▶ **What the task asks**:
Print every entry exactly as written.

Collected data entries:
• • • • • • •

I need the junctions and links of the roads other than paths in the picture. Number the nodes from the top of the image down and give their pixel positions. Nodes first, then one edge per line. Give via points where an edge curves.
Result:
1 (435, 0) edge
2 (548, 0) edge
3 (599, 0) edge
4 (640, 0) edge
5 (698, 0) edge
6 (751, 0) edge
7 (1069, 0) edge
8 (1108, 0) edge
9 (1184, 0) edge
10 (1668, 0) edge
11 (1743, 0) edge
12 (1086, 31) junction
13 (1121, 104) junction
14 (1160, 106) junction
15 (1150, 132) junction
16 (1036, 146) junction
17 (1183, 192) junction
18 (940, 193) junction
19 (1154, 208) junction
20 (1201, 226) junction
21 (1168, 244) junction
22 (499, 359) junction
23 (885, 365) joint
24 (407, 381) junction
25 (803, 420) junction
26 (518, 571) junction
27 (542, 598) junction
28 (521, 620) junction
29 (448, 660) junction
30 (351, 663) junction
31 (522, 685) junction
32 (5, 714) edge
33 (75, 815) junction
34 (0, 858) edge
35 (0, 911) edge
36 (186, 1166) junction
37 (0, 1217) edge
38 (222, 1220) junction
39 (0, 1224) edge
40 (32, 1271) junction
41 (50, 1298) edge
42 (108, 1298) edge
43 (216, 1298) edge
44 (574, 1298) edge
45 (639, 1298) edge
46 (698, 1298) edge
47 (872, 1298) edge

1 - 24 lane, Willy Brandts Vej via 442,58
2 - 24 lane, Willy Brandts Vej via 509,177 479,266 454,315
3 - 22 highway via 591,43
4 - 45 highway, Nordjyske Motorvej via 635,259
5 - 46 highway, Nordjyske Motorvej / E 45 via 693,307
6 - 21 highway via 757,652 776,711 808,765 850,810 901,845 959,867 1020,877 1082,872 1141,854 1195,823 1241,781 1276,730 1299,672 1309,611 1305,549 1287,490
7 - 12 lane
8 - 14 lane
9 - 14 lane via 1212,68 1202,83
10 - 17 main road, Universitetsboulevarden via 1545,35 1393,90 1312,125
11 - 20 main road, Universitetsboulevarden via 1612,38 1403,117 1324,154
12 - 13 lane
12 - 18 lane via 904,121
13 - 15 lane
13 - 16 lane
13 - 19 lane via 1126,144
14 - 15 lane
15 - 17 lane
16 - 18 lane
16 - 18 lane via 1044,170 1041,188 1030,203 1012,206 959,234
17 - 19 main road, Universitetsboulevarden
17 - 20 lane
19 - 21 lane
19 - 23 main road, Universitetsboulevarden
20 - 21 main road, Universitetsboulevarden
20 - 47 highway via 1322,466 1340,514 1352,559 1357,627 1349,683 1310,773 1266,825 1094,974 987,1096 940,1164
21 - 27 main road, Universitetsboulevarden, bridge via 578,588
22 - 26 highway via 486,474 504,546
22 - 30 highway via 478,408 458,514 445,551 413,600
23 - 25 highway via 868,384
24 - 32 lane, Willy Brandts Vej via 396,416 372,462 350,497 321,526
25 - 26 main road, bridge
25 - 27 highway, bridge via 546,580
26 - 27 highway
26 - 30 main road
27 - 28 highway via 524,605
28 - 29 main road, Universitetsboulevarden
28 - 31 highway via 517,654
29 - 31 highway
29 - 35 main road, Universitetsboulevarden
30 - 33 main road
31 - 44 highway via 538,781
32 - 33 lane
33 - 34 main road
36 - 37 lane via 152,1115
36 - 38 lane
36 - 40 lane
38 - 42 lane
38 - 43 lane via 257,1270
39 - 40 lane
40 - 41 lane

• • • • • • •

▶ **Exercise output**:
I need the junctions and links of the roads other than paths in the picture. Number the nodes from the top of the image down and give their pixel positions. Nodes first, then one edge per line. Give via points where an edge curves.
Result:
1 (435, 0) edge
2 (548, 0) edge
3 (599, 0) edge
4 (640, 0) edge
5 (698, 0) edge
6 (751, 0) edge
7 (1069, 0) edge
8 (1108, 0) edge
9 (1184, 0) edge
10 (1668, 0) edge
11 (1743, 0) edge
12 (1086, 31) junction
13 (1121, 104) junction
14 (1160, 106) junction
15 (1150, 132) junction
16 (1036, 146) junction
17 (1183, 192) junction
18 (940, 193) junction
19 (1154, 208) junction
20 (1201, 226) junction
21 (1168, 244) junction
22 (499, 359) junction
23 (885, 365) joint
24 (407, 381) junction
25 (803, 420) junction
26 (518, 571) junction
27 (542, 598) junction
28 (521, 620) junction
29 (448, 660) junction
30 (351, 663) junction
31 (522, 685) junction
32 (5, 714) edge
33 (75, 815) junction
34 (0, 858) edge
35 (0, 911) edge
36 (186, 1166) junction
37 (0, 1217) edge
38 (222, 1220) junction
39 (0, 1224) edge
40 (32, 1271) junction
41 (50, 1298) edge
42 (108, 1298) edge
43 (216, 1298) edge
44 (574, 1298) edge
45 (639, 1298) edge
46 (698, 1298) edge
47 (872, 1298) edge

1 - 24 lane, Willy Brandts Vej via 442,58
2 - 24 lane, Willy Brandts Vej via 509,177 479,266 454,315
3 - 22 highway via 591,43
4 - 45 highway, Nordjyske Motorvej via 635,259
5 - 46 highway, Nordjyske Motorvej / E 45 via 693,307
6 - 21 highway via 757,652 776,711 808,765 850,810 901,845 959,867 1020,877 1082,872 1141,854 1195,823 1241,781 1276,730 1299,672 1309,611 1305,549 1287,490
7 - 12 lane
8 - 14 lane
9 - 14 lane via 1212,68 1202,83
10 - 17 main road, Universitetsboulevarden via 1545,35 1393,90 1312,125
11 - 20 main road, Universitetsboulevarden via 1612,38 1403,117 1324,154
12 - 13 lane
12 - 18 lane via 904,121
13 - 15 lane
13 - 16 lane
13 - 19 lane via 1126,144
14 - 15 lane
15 - 17 lane
16 - 18 lane
16 - 18 lane via 1044,170 1041,188 1030,203 1012,206 959,234
17 - 19 main road, Universitetsboulevarden
17 - 20 lane
19 - 21 lane
19 - 23 main road, Universitetsboulevarden
20 - 21 main road, Universitetsboulevarden
20 - 47 highway via 1322,466 1340,514 1352,559 1357,627 1349,683 1310,773 1266,825 1094,974 987,1096 940,1164
21 - 27 main road, Universitetsboulevarden, bridge via 578,588
22 - 26 highway via 486,474 504,546
22 - 30 highway via 478,408 458,514 445,551 413,600
23 - 25 highway via 868,384
24 - 32 lane, Willy Brandts Vej via 396,416 372,462 350,497 321,526
25 - 26 main road, bridge
25 - 27 highway, bridge via 546,580
26 - 27 highway
26 - 30 main road
27 - 28 highway via 524,605
28 - 29 main road, Universitetsboulevarden
28 - 31 highway via 517,654
29 - 31 highway
29 - 35 main road, Universitetsboulevarden
30 - 33 main road
31 - 44 highway via 538,781
32 - 33 lane
33 - 34 main road
36 - 37 lane via 152,1115
36 - 38 lane
36 - 40 lane
38 - 42 lane
38 - 43 lane via 257,1270
39 - 40 lane
40 - 41 lane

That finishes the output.